== Segment start ==

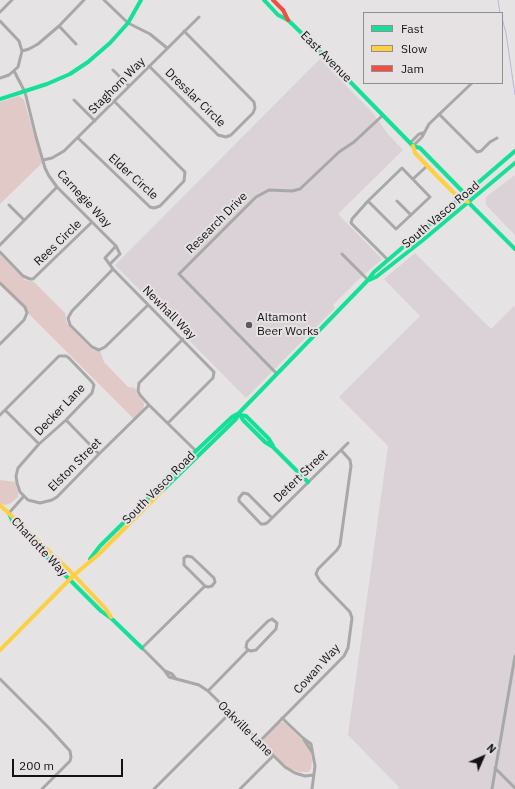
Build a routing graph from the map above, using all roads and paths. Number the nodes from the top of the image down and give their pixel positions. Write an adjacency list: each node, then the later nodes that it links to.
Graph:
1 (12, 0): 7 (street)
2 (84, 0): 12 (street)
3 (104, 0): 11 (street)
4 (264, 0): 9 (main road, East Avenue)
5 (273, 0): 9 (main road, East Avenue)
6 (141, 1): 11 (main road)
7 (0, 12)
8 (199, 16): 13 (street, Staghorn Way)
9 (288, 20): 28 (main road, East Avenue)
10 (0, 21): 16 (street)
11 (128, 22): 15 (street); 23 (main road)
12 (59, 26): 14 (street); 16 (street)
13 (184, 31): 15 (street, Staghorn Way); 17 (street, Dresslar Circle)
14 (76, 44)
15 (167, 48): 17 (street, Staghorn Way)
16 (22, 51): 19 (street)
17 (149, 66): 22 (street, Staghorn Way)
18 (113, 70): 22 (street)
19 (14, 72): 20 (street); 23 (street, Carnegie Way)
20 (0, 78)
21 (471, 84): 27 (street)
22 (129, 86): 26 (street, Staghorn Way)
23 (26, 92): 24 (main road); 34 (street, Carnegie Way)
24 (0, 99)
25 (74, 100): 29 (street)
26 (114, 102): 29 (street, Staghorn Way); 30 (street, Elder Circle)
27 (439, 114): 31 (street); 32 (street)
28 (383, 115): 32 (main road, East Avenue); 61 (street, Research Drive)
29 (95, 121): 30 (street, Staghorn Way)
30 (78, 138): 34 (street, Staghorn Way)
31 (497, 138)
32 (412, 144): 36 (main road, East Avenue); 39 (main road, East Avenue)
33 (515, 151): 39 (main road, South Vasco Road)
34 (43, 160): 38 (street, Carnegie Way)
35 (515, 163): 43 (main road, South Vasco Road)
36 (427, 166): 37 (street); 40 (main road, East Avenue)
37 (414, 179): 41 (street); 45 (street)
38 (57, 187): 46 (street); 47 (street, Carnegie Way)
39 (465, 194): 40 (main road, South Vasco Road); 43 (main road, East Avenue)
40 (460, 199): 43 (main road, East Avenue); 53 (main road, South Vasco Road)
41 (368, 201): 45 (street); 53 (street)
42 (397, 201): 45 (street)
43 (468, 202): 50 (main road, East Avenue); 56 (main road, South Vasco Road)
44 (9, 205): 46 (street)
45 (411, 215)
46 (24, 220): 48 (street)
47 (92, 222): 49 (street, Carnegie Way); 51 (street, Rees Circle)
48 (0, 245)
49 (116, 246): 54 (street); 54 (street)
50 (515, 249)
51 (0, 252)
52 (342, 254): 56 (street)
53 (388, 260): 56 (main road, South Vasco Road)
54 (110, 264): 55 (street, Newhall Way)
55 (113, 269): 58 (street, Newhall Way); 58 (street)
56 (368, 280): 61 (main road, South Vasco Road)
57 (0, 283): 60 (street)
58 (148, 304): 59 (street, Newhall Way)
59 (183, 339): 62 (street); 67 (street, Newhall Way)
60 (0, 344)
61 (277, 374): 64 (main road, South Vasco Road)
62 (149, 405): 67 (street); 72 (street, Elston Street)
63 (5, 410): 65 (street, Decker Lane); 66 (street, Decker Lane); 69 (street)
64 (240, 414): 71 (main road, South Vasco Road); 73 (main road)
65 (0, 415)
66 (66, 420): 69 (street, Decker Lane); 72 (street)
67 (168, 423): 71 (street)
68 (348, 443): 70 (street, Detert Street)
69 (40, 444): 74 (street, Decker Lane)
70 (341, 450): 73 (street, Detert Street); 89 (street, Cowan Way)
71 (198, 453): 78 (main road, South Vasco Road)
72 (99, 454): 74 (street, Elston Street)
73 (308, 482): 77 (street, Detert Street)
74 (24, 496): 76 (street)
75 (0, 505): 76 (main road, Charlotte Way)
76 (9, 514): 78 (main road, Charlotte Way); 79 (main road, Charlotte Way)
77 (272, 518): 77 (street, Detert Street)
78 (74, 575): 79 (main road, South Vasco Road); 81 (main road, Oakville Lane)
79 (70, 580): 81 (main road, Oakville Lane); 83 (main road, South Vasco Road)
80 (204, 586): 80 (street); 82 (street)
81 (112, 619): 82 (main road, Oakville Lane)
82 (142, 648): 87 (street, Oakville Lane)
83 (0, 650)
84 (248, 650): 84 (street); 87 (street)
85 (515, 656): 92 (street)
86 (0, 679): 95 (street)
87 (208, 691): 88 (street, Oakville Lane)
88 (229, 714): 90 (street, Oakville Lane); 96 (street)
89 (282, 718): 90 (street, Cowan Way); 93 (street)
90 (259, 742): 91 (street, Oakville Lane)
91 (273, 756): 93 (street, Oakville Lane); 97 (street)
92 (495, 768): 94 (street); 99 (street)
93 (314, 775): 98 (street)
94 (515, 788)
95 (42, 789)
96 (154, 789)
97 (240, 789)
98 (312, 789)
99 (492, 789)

== Segment end ==

[What you are asked to do]
Repeat each entry above exactly, passing over any images.

[Worked solution]
Build a routing graph from the map above, using all roads and paths. Number the nodes from the top of the image down and give their pixel positions. Write an adjacency list: each node, then the later nodes that it links to.
Graph:
1 (12, 0): 7 (street)
2 (84, 0): 12 (street)
3 (104, 0): 11 (street)
4 (264, 0): 9 (main road, East Avenue)
5 (273, 0): 9 (main road, East Avenue)
6 (141, 1): 11 (main road)
7 (0, 12)
8 (199, 16): 13 (street, Staghorn Way)
9 (288, 20): 28 (main road, East Avenue)
10 (0, 21): 16 (street)
11 (128, 22): 15 (street); 23 (main road)
12 (59, 26): 14 (street); 16 (street)
13 (184, 31): 15 (street, Staghorn Way); 17 (street, Dresslar Circle)
14 (76, 44)
15 (167, 48): 17 (street, Staghorn Way)
16 (22, 51): 19 (street)
17 (149, 66): 22 (street, Staghorn Way)
18 (113, 70): 22 (street)
19 (14, 72): 20 (street); 23 (street, Carnegie Way)
20 (0, 78)
21 (471, 84): 27 (street)
22 (129, 86): 26 (street, Staghorn Way)
23 (26, 92): 24 (main road); 34 (street, Carnegie Way)
24 (0, 99)
25 (74, 100): 29 (street)
26 (114, 102): 29 (street, Staghorn Way); 30 (street, Elder Circle)
27 (439, 114): 31 (street); 32 (street)
28 (383, 115): 32 (main road, East Avenue); 61 (street, Research Drive)
29 (95, 121): 30 (street, Staghorn Way)
30 (78, 138): 34 (street, Staghorn Way)
31 (497, 138)
32 (412, 144): 36 (main road, East Avenue); 39 (main road, East Avenue)
33 (515, 151): 39 (main road, South Vasco Road)
34 (43, 160): 38 (street, Carnegie Way)
35 (515, 163): 43 (main road, South Vasco Road)
36 (427, 166): 37 (street); 40 (main road, East Avenue)
37 (414, 179): 41 (street); 45 (street)
38 (57, 187): 46 (street); 47 (street, Carnegie Way)
39 (465, 194): 40 (main road, South Vasco Road); 43 (main road, East Avenue)
40 (460, 199): 43 (main road, East Avenue); 53 (main road, South Vasco Road)
41 (368, 201): 45 (street); 53 (street)
42 (397, 201): 45 (street)
43 (468, 202): 50 (main road, East Avenue); 56 (main road, South Vasco Road)
44 (9, 205): 46 (street)
45 (411, 215)
46 (24, 220): 48 (street)
47 (92, 222): 49 (street, Carnegie Way); 51 (street, Rees Circle)
48 (0, 245)
49 (116, 246): 54 (street); 54 (street)
50 (515, 249)
51 (0, 252)
52 (342, 254): 56 (street)
53 (388, 260): 56 (main road, South Vasco Road)
54 (110, 264): 55 (street, Newhall Way)
55 (113, 269): 58 (street, Newhall Way); 58 (street)
56 (368, 280): 61 (main road, South Vasco Road)
57 (0, 283): 60 (street)
58 (148, 304): 59 (street, Newhall Way)
59 (183, 339): 62 (street); 67 (street, Newhall Way)
60 (0, 344)
61 (277, 374): 64 (main road, South Vasco Road)
62 (149, 405): 67 (street); 72 (street, Elston Street)
63 (5, 410): 65 (street, Decker Lane); 66 (street, Decker Lane); 69 (street)
64 (240, 414): 71 (main road, South Vasco Road); 73 (main road)
65 (0, 415)
66 (66, 420): 69 (street, Decker Lane); 72 (street)
67 (168, 423): 71 (street)
68 (348, 443): 70 (street, Detert Street)
69 (40, 444): 74 (street, Decker Lane)
70 (341, 450): 73 (street, Detert Street); 89 (street, Cowan Way)
71 (198, 453): 78 (main road, South Vasco Road)
72 (99, 454): 74 (street, Elston Street)
73 (308, 482): 77 (street, Detert Street)
74 (24, 496): 76 (street)
75 (0, 505): 76 (main road, Charlotte Way)
76 (9, 514): 78 (main road, Charlotte Way); 79 (main road, Charlotte Way)
77 (272, 518): 77 (street, Detert Street)
78 (74, 575): 79 (main road, South Vasco Road); 81 (main road, Oakville Lane)
79 (70, 580): 81 (main road, Oakville Lane); 83 (main road, South Vasco Road)
80 (204, 586): 80 (street); 82 (street)
81 (112, 619): 82 (main road, Oakville Lane)
82 (142, 648): 87 (street, Oakville Lane)
83 (0, 650)
84 (248, 650): 84 (street); 87 (street)
85 (515, 656): 92 (street)
86 (0, 679): 95 (street)
87 (208, 691): 88 (street, Oakville Lane)
88 (229, 714): 90 (street, Oakville Lane); 96 (street)
89 (282, 718): 90 (street, Cowan Way); 93 (street)
90 (259, 742): 91 (street, Oakville Lane)
91 (273, 756): 93 (street, Oakville Lane); 97 (street)
92 (495, 768): 94 (street); 99 (street)
93 (314, 775): 98 (street)
94 (515, 788)
95 (42, 789)
96 (154, 789)
97 (240, 789)
98 (312, 789)
99 (492, 789)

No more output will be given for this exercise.